El matiz técnico no debilita el argumento; lo refuerza: el diseño prohíbe el apoyo directo —el que haría del dinero un instrumento transparente de la política democrática— y deja espacio para intervenciones indirectas (mercado secundario, mecanismos de liquidez) que, en la práctica, pueden operar de forma condicionada. Es decir: se bloquea la soberanía como derecho y se tolera el rescate como excepción.

Grecia, 2015: la palanca en acción

El ejemplo histórico que lo ilustra con crueldad es Grecia. En junio/julio de 2015, el BCE mantuvo el techo de la ELA (Emergency Liquidity Assistance) para la banca griega en el nivel fijado el 26 de junio, en un contexto de fuga de depósitos y colapso de liquidez.
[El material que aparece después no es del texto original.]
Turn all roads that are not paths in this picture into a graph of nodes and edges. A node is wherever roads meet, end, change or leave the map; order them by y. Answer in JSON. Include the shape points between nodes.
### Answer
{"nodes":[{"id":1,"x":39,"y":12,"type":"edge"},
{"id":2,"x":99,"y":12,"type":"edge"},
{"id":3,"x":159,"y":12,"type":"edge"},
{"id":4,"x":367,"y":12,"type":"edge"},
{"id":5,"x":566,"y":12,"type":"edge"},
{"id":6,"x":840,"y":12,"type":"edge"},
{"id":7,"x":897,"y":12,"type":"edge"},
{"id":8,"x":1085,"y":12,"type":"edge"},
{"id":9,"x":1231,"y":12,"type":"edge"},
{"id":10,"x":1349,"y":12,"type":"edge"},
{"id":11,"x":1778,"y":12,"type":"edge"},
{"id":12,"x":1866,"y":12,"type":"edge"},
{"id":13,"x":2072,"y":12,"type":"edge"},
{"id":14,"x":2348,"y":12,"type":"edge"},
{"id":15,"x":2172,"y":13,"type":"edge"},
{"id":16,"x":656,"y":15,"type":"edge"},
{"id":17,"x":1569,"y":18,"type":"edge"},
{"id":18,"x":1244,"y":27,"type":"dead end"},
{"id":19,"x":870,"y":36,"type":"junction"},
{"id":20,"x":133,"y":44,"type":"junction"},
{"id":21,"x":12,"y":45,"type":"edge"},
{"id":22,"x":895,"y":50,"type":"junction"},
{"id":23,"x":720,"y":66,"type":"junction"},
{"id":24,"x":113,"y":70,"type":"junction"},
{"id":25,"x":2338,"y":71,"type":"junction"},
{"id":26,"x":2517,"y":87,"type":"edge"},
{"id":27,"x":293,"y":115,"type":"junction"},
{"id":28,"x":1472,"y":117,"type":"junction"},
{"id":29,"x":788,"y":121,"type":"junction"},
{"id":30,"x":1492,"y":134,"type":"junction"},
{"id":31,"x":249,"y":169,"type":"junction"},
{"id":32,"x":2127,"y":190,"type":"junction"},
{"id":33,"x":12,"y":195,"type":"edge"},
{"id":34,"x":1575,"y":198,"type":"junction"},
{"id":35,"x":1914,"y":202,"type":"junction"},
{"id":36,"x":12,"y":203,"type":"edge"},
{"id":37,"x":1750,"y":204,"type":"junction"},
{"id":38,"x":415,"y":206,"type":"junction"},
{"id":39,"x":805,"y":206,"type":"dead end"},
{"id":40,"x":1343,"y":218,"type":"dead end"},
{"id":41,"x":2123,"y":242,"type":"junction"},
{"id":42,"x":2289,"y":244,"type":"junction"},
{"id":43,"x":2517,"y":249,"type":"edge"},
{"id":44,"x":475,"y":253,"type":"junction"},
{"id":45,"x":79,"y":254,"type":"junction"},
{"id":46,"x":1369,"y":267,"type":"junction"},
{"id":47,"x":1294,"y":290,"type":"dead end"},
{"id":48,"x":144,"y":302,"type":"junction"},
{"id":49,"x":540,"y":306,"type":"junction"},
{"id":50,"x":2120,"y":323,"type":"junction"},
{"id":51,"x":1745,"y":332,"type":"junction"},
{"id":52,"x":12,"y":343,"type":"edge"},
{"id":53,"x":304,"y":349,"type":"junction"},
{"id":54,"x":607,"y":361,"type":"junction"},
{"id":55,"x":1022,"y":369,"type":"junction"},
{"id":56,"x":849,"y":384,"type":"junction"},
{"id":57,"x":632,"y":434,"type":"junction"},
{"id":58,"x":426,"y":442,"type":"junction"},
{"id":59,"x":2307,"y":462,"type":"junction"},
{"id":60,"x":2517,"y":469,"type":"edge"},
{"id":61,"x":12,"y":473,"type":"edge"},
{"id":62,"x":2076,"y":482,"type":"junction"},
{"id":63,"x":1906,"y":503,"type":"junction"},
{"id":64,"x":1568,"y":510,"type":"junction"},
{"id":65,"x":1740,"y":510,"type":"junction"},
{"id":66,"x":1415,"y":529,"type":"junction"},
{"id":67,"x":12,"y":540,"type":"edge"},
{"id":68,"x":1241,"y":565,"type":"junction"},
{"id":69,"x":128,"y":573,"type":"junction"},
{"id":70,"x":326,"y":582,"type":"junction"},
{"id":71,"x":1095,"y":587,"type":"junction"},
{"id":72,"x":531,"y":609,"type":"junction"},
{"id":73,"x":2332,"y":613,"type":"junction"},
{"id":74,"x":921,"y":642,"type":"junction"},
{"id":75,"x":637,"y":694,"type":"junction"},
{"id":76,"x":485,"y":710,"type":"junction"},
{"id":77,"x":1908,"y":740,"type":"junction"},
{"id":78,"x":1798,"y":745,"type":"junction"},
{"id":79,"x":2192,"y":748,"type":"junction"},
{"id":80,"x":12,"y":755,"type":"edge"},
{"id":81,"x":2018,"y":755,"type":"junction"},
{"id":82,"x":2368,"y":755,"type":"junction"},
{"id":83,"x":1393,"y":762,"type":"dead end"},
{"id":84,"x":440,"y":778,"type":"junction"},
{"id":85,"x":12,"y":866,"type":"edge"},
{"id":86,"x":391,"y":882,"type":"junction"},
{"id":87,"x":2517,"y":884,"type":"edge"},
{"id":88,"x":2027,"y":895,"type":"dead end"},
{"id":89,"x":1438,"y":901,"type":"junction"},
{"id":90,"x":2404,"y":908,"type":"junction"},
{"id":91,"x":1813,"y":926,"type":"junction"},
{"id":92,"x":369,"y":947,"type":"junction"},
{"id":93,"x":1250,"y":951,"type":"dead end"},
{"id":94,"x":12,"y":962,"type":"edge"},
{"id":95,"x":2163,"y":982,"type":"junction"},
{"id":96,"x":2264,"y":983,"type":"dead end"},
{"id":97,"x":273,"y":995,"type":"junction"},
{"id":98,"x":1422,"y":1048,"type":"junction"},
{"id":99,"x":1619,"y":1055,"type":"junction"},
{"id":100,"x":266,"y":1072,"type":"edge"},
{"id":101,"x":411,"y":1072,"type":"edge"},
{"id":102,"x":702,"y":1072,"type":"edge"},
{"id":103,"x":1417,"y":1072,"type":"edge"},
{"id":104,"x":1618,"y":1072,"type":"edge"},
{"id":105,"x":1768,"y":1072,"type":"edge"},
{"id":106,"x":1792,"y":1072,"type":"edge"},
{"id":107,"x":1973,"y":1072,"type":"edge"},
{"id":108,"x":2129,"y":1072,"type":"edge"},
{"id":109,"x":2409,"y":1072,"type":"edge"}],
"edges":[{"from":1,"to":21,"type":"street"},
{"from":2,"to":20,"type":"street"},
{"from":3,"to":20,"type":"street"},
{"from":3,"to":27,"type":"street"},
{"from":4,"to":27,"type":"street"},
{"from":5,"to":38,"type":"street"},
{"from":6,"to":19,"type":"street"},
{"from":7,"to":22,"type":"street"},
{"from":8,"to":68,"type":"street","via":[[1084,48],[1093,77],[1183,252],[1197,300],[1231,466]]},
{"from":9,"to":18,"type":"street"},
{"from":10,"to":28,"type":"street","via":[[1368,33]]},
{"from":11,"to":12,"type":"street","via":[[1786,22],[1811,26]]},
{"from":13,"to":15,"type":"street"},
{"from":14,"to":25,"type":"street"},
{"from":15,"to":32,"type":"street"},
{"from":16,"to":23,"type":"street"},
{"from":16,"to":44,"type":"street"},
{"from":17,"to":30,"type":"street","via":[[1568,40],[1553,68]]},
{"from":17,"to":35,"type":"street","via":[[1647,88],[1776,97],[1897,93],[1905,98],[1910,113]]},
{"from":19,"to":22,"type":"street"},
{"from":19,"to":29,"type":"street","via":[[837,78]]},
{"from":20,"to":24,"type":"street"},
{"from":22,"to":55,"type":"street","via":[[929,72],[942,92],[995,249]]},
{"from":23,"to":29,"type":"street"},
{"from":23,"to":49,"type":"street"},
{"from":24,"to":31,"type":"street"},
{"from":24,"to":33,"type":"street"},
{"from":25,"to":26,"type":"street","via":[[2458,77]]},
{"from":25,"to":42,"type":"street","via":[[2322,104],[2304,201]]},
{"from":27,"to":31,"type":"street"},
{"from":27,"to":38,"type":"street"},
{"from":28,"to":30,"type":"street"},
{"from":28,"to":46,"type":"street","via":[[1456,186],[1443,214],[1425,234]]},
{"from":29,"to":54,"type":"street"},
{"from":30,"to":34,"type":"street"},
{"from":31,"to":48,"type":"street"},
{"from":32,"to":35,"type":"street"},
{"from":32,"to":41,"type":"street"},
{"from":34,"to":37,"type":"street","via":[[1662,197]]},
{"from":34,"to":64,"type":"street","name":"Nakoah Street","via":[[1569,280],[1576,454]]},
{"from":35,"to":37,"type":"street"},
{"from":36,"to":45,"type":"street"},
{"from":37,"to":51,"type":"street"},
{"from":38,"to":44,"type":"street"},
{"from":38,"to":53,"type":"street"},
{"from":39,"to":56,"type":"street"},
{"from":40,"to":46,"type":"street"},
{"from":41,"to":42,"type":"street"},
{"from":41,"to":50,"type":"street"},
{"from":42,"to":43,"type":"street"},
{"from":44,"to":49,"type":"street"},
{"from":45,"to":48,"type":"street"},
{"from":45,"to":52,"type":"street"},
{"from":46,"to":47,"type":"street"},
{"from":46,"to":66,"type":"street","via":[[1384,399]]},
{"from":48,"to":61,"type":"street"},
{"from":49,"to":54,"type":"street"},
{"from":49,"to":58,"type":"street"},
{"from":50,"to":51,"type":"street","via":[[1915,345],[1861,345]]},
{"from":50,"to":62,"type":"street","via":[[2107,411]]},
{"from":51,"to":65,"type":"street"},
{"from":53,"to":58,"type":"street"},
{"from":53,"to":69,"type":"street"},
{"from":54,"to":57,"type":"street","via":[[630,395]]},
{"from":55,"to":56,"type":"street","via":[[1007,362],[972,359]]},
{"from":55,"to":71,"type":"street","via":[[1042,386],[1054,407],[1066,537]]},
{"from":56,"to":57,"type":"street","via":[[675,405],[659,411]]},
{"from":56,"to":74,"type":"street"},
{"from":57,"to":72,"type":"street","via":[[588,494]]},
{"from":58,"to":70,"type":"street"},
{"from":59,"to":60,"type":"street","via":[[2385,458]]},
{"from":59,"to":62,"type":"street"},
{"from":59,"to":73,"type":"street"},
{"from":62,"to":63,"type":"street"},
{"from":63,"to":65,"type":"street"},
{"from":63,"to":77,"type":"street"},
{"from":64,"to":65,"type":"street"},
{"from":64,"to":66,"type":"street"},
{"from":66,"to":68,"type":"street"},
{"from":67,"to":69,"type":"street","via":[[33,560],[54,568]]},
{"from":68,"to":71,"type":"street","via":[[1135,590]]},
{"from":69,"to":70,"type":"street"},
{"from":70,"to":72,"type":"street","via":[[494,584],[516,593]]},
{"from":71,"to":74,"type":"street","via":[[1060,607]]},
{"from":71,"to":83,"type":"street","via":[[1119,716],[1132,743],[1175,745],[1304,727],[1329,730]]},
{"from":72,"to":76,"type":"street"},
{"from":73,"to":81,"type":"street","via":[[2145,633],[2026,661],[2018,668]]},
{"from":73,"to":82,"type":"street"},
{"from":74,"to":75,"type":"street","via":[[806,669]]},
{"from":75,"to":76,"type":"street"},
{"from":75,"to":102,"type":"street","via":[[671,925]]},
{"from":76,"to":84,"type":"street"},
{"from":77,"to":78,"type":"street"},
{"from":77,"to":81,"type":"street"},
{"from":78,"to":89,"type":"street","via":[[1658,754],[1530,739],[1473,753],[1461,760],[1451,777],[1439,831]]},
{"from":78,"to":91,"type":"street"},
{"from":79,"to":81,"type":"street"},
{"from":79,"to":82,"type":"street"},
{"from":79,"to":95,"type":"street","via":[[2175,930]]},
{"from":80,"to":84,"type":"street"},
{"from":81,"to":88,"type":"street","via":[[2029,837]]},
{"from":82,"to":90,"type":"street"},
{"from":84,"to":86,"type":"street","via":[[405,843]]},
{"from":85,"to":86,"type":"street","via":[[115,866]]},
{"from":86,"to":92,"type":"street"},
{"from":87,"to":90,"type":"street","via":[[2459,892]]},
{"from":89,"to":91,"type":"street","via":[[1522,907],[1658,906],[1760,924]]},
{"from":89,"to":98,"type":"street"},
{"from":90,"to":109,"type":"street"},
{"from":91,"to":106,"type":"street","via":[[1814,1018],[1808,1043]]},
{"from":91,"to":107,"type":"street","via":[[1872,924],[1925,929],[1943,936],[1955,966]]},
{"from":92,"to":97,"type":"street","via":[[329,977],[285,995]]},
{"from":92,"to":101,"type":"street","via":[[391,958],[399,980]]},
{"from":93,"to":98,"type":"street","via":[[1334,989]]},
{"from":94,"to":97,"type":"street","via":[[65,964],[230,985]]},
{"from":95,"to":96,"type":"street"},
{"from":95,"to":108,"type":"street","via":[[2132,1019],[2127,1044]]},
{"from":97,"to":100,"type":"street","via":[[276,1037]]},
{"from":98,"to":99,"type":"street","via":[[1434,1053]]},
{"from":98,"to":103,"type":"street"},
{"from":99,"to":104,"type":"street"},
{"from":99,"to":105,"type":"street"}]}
El resultado práctico fue que los controles de capital se volvieron inevitables y el banco central dejó de operar como "prestamista de última instancia" neutral para convertirse en palanca de presión.

Esto convierte a los Estados de la eurozona en meros usuarios de una moneda que no controlan. Si un Estado intenta una política expansiva de bienestar, el mercado puede "castigarlo" elevando el coste de financiación. Es un sistema diseñado para que el Estado del bienestar viva bajo amenaza permanente de crisis de liquidez y disciplina.


7. La paradoja: el mercado depende del Estado

La ironía final es que el sector financiero privado no flota en el vacío. Necesita la unidad de cuenta estatal y, sobre todo, la deuda pública como "activo seguro" para que sus propios mercados no colapsen.

El Estado se presenta como dependiente del mercado, pero el mercado depende del Estado para su estabilidad. La diferencia es que, gracias al giro neoliberal, la dependencia se organizó de forma asimétrica: el sistema financiero obtiene el activo que necesita y, a cambio, impone condiciones sobre cómo debe gobernarse el presupuesto público.

Y aquí es donde el cierre se vuelve material, no metafórico. En España, por ejemplo, el coste de intereses en los Presupuestos de 2013 se sitúa alrededor de 38,6 mil millones de euros, del orden de un 11% del gasto total del presupuesto estatal.

En paralelo, la austeridad recortó músculo social: hay evidencia de que las medidas sobre sanidad redujeron su peso en el PIB en torno a 0,6 puntos en el periodo 2010–2013.

Esa es la fotografía real del "reprogramado": no se trata de que "no haya dinero", sino de prioridades institucionalizadas.


Cierre: el Estado reprogramado

El "momento seminal" no fue una fecha, fue un cambio de régimen. Del giro de Volcker en 1979 a la constitucionalización de la disciplina fiscal en Europa, el objetivo nunca fue "menos Estado". Fue un Estado reprogramado: un ente que sigue recaudando y garantizando orden, pero que ha aceptado las cadenas de la deuda para asegurar que el capital financiero siempre cobre primero.

En España, el artículo 135 es el ejemplo más claro de ese blindaje: convierte la prioridad del acreedor en principio superior y deja el resto como variable ajustable.

El efecto no es un Estado más pequeño, sino un Estado con otra lealtad estructural: menos orientado a sostener un pacto social y más orientado a preservar la "seguridad" del activo que mantiene en pie el sistema financiero.

La brecha neoliberal se abrió con la inflación, pero se selló con el disciplinamiento de un Estado que olvidó que el dinero, en última instancia, es una herramienta política. O mejor dicho: no lo olvidó. Simplemente decidió a quién sirve.